__How to complete this task__.
All of the entries below are to be repeated word for word.

__Data records__.

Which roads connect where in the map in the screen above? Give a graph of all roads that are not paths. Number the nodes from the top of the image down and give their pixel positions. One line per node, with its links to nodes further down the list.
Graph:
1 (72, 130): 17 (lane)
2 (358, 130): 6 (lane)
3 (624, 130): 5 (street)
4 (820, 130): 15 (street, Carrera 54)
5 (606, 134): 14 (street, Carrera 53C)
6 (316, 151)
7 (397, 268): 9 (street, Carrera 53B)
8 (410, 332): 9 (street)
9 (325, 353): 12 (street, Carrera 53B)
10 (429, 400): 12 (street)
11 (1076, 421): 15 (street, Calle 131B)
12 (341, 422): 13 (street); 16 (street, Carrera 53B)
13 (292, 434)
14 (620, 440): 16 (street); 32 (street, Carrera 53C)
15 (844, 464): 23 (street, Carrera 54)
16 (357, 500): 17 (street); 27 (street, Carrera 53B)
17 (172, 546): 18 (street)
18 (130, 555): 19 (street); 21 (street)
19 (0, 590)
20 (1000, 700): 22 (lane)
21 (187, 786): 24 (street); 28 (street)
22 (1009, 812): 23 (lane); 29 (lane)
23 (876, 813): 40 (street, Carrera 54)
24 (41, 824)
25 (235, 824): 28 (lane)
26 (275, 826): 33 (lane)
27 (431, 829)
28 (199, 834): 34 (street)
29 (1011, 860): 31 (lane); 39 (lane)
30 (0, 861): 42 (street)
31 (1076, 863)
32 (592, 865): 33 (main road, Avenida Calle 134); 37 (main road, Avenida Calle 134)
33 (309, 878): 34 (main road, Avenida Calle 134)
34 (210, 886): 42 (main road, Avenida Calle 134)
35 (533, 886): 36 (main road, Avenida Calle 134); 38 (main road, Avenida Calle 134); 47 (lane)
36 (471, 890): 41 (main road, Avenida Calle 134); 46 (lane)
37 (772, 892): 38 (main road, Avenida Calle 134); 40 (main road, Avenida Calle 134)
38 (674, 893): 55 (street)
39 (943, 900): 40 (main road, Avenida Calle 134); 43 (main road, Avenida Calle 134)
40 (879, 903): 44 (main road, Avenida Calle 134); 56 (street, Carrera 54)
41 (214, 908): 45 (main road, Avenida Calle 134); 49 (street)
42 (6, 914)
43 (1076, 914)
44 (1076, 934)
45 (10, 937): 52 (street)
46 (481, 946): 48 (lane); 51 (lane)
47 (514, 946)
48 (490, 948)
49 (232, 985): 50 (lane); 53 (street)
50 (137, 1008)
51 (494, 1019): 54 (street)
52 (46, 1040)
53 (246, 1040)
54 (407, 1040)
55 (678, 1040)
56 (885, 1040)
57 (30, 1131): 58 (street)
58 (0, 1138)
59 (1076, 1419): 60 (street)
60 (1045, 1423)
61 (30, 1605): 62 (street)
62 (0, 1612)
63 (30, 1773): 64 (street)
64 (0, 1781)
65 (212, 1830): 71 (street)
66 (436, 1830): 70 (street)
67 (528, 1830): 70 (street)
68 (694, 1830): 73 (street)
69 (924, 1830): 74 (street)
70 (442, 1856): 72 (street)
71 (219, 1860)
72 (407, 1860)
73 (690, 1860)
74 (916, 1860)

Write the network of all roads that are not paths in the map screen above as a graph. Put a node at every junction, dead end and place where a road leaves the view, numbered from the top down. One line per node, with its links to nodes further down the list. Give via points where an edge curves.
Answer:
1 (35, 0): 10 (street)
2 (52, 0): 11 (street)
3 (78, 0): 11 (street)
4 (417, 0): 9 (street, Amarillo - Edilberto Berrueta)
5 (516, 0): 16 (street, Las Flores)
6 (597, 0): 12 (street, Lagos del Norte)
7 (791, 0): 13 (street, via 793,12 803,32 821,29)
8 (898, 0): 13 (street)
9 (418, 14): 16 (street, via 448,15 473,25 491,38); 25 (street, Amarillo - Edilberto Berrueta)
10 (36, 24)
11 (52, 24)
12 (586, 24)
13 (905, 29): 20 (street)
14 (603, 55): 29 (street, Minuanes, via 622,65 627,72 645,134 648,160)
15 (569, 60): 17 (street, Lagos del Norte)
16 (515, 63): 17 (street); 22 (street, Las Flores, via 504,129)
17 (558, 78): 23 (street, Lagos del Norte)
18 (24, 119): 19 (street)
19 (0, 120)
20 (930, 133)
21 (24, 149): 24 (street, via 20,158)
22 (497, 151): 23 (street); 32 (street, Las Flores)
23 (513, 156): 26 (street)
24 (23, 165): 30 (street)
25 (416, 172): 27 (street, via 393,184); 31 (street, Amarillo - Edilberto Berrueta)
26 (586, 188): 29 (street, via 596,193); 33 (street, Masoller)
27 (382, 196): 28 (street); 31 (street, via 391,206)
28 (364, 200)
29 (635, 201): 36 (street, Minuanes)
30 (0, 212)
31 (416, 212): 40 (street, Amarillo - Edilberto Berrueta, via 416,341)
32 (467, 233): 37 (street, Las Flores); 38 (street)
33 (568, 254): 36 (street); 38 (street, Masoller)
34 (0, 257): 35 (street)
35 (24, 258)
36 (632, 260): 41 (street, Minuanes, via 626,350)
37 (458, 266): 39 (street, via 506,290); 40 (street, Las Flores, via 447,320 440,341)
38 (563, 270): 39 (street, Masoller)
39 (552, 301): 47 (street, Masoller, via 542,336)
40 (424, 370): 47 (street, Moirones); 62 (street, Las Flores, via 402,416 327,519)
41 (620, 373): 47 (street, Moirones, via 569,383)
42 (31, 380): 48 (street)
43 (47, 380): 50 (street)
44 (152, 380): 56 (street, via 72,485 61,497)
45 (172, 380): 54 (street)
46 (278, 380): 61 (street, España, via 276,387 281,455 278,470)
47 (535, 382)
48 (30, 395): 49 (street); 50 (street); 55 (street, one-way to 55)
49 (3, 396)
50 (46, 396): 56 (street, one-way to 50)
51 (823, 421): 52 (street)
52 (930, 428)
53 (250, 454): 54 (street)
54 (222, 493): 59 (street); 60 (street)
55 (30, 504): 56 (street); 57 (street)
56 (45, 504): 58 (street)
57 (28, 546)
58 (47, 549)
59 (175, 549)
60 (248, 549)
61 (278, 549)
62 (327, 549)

__Output of the task__.
Which roads connect where in the map in the screen above? Give a graph of all roads that are not paths. Number the nodes from the top of the image down and give their pixel positions. One line per node, with its links to nodes further down the list.
Graph:
1 (72, 130): 17 (lane)
2 (358, 130): 6 (lane)
3 (624, 130): 5 (street)
4 (820, 130): 15 (street, Carrera 54)
5 (606, 134): 14 (street, Carrera 53C)
6 (316, 151)
7 (397, 268): 9 (street, Carrera 53B)
8 (410, 332): 9 (street)
9 (325, 353): 12 (street, Carrera 53B)
10 (429, 400): 12 (street)
11 (1076, 421): 15 (street, Calle 131B)
12 (341, 422): 13 (street); 16 (street, Carrera 53B)
13 (292, 434)
14 (620, 440): 16 (street); 32 (street, Carrera 53C)
15 (844, 464): 23 (street, Carrera 54)
16 (357, 500): 17 (street); 27 (street, Carrera 53B)
17 (172, 546): 18 (street)
18 (130, 555): 19 (street); 21 (street)
19 (0, 590)
20 (1000, 700): 22 (lane)
21 (187, 786): 24 (street); 28 (street)
22 (1009, 812): 23 (lane); 29 (lane)
23 (876, 813): 40 (street, Carrera 54)
24 (41, 824)
25 (235, 824): 28 (lane)
26 (275, 826): 33 (lane)
27 (431, 829)
28 (199, 834): 34 (street)
29 (1011, 860): 31 (lane); 39 (lane)
30 (0, 861): 42 (street)
31 (1076, 863)
32 (592, 865): 33 (main road, Avenida Calle 134); 37 (main road, Avenida Calle 134)
33 (309, 878): 34 (main road, Avenida Calle 134)
34 (210, 886): 42 (main road, Avenida Calle 134)
35 (533, 886): 36 (main road, Avenida Calle 134); 38 (main road, Avenida Calle 134); 47 (lane)
36 (471, 890): 41 (main road, Avenida Calle 134); 46 (lane)
37 (772, 892): 38 (main road, Avenida Calle 134); 40 (main road, Avenida Calle 134)
38 (674, 893): 55 (street)
39 (943, 900): 40 (main road, Avenida Calle 134); 43 (main road, Avenida Calle 134)
40 (879, 903): 44 (main road, Avenida Calle 134); 56 (street, Carrera 54)
41 (214, 908): 45 (main road, Avenida Calle 134); 49 (street)
42 (6, 914)
43 (1076, 914)
44 (1076, 934)
45 (10, 937): 52 (street)
46 (481, 946): 48 (lane); 51 (lane)
47 (514, 946)
48 (490, 948)
49 (232, 985): 50 (lane); 53 (street)
50 (137, 1008)
51 (494, 1019): 54 (street)
52 (46, 1040)
53 (246, 1040)
54 (407, 1040)
55 (678, 1040)
56 (885, 1040)
57 (30, 1131): 58 (street)
58 (0, 1138)
59 (1076, 1419): 60 (street)
60 (1045, 1423)
61 (30, 1605): 62 (street)
62 (0, 1612)
63 (30, 1773): 64 (street)
64 (0, 1781)
65 (212, 1830): 71 (street)
66 (436, 1830): 70 (street)
67 (528, 1830): 70 (street)
68 (694, 1830): 73 (street)
69 (924, 1830): 74 (street)
70 (442, 1856): 72 (street)
71 (219, 1860)
72 (407, 1860)
73 (690, 1860)
74 (916, 1860)

Write the network of all roads that are not paths in the map screen above as a graph. Put a node at every junction, dead end and place where a road leaves the view, numbered from the top down. One line per node, with its links to nodes further down the list. Give via points where an edge curves.
Answer:
1 (35, 0): 10 (street)
2 (52, 0): 11 (street)
3 (78, 0): 11 (street)
4 (417, 0): 9 (street, Amarillo - Edilberto Berrueta)
5 (516, 0): 16 (street, Las Flores)
6 (597, 0): 12 (street, Lagos del Norte)
7 (791, 0): 13 (street, via 793,12 803,32 821,29)
8 (898, 0): 13 (street)
9 (418, 14): 16 (street, via 448,15 473,25 491,38); 25 (street, Amarillo - Edilberto Berrueta)
10 (36, 24)
11 (52, 24)
12 (586, 24)
13 (905, 29): 20 (street)
14 (603, 55): 29 (street, Minuanes, via 622,65 627,72 645,134 648,160)
15 (569, 60): 17 (street, Lagos del Norte)
16 (515, 63): 17 (street); 22 (street, Las Flores, via 504,129)
17 (558, 78): 23 (street, Lagos del Norte)
18 (24, 119): 19 (street)
19 (0, 120)
20 (930, 133)
21 (24, 149): 24 (street, via 20,158)
22 (497, 151): 23 (street); 32 (street, Las Flores)
23 (513, 156): 26 (street)
24 (23, 165): 30 (street)
25 (416, 172): 27 (street, via 393,184); 31 (street, Amarillo - Edilberto Berrueta)
26 (586, 188): 29 (street, via 596,193); 33 (street, Masoller)
27 (382, 196): 28 (street); 31 (street, via 391,206)
28 (364, 200)
29 (635, 201): 36 (street, Minuanes)
30 (0, 212)
31 (416, 212): 40 (street, Amarillo - Edilberto Berrueta, via 416,341)
32 (467, 233): 37 (street, Las Flores); 38 (street)
33 (568, 254): 36 (street); 38 (street, Masoller)
34 (0, 257): 35 (street)
35 (24, 258)
36 (632, 260): 41 (street, Minuanes, via 626,350)
37 (458, 266): 39 (street, via 506,290); 40 (street, Las Flores, via 447,320 440,341)
38 (563, 270): 39 (street, Masoller)
39 (552, 301): 47 (street, Masoller, via 542,336)
40 (424, 370): 47 (street, Moirones); 62 (street, Las Flores, via 402,416 327,519)
41 (620, 373): 47 (street, Moirones, via 569,383)
42 (31, 380): 48 (street)
43 (47, 380): 50 (street)
44 (152, 380): 56 (street, via 72,485 61,497)
45 (172, 380): 54 (street)
46 (278, 380): 61 (street, España, via 276,387 281,455 278,470)
47 (535, 382)
48 (30, 395): 49 (street); 50 (street); 55 (street, one-way to 55)
49 (3, 396)
50 (46, 396): 56 (street, one-way to 50)
51 (823, 421): 52 (street)
52 (930, 428)
53 (250, 454): 54 (street)
54 (222, 493): 59 (street); 60 (street)
55 (30, 504): 56 (street); 57 (street)
56 (45, 504): 58 (street)
57 (28, 546)
58 (47, 549)
59 (175, 549)
60 (248, 549)
61 (278, 549)
62 (327, 549)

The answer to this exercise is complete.